A woman stands along a cliff in Yosemite National Park (Photo: Cavan Images/Getty Images)
The National Park Service (NPS) just published its annual visitation numbers for 2025, revealing exactly which national parks welcomed the biggest crowds—and where you can go to escape them.
According to the March 13 dataset, the U.S. national park system welcomed 323 million visitors in 2025, about 8.8 million fewer than in 2024. Despite this drop in visitors, 26 of the 433 sites in the NPS system—which includes national parks, monuments, historic sites, battlefields, recreation areas, preserves, and seashores—broke all-time records for visitation.
“America’s national parks continue to be places where people come to experience our country’s history, landscapes, and shared heritage,” said Jessica Bowron, whose title with the NPS is comptroller, exercising the delegated authority of the director, in a recent press release. “We are committed to keeping parks open, accessible, and well-managed so visitors can safely enjoy these extraordinary places today and for generations to come.”
Here’s where you can go to meet and beat the crows in 2026.
America’s most-visited national parks weren’t exactly surprising. Tennessee and North Carolina’s Great Smoky Mountains National Park topped the list—as it has for decades—with more than 11 million visits. That’s down by nearly 600,000 visitations from 2024.
The Smokies were followed by Zion, Yellowstone, the Grand Canyon, and Yosemite, four other parks that are almost always in the top 10.
Perhaps more enticing is a vast, open park void of other people. If you’re looking to escape the crowds in 2026, these five parks might be a good place to start.
Perhaps unsurprisingly, four of the five least-visited parks in the U.S. are in Alaska. Topping that list was Kobuk Valley National Park, sitting 25 miles north of the Arctic Circle in northwestern Alaska. Kobuk saw just 7,786 visits in 2025, a dramatic drop from its already scant 2024 visitation (17,233).
Gates of the Arctic National Park and Preserve saw the next fewest visitors (14,923), followed by Lake Clark National Park and Preserve (19,778).
The fourth least-visited national park in 2025, and the least-visited in the Lower 48, was Michigan’s Isle Royale National Park. The park, which logged 29,091 visits last year, sits on a remote cluster of islands in Lake Superior near the Canadian border, so visitors can only get there by ferry or seaplane.
After Isle Royale, Katmai National Park and Preserve, a peninsula park in southern Alaska renowned for its massive brown bears and thriving salmon runs, saw 34,479 visits in 2025.

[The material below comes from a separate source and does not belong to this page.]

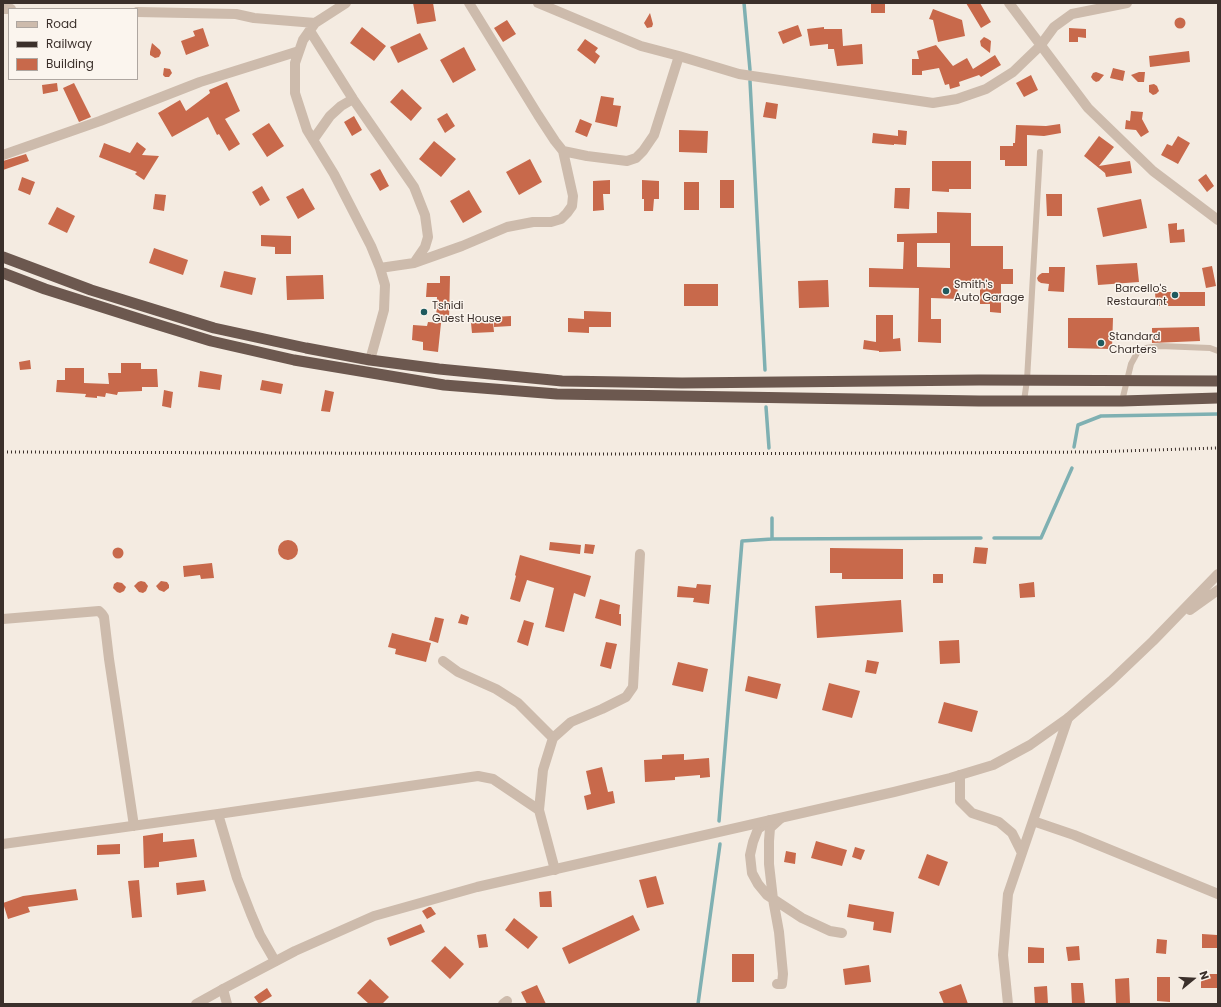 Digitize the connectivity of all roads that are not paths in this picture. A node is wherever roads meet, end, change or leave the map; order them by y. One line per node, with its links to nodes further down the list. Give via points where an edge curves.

Another one of the least-visited national parks might surprise you—the North Cascades. This glacier-filled park, less than three hours from Seattle, drew only 46,925 visitors in 2025. Meanwhile, Olympic National Park, just a few hours away, was one of the most crowded parks in the country, with more than 3.5 million visitors.
Only two other national parks saw fewer than 100,000 visitors in 2025: the National Park of American Samoa (sixth with 43,258 visits) and Florida’s Dry Tortugas National Park (eighth with 89,355 visits).
American Samoa offers remote South Pacific coral reefs and volcanic ridges, while Dry Tortugas, accessible only by boat or seaplane, features vibrant marine life and a massive 19th-century coastal fortress, around 70 miles off the coast of Key West. If you’re looking for a crowd-free park experience in 2026, these hidden gems are worth checking out.
The complete 2025 visitation data is available on the NPS website.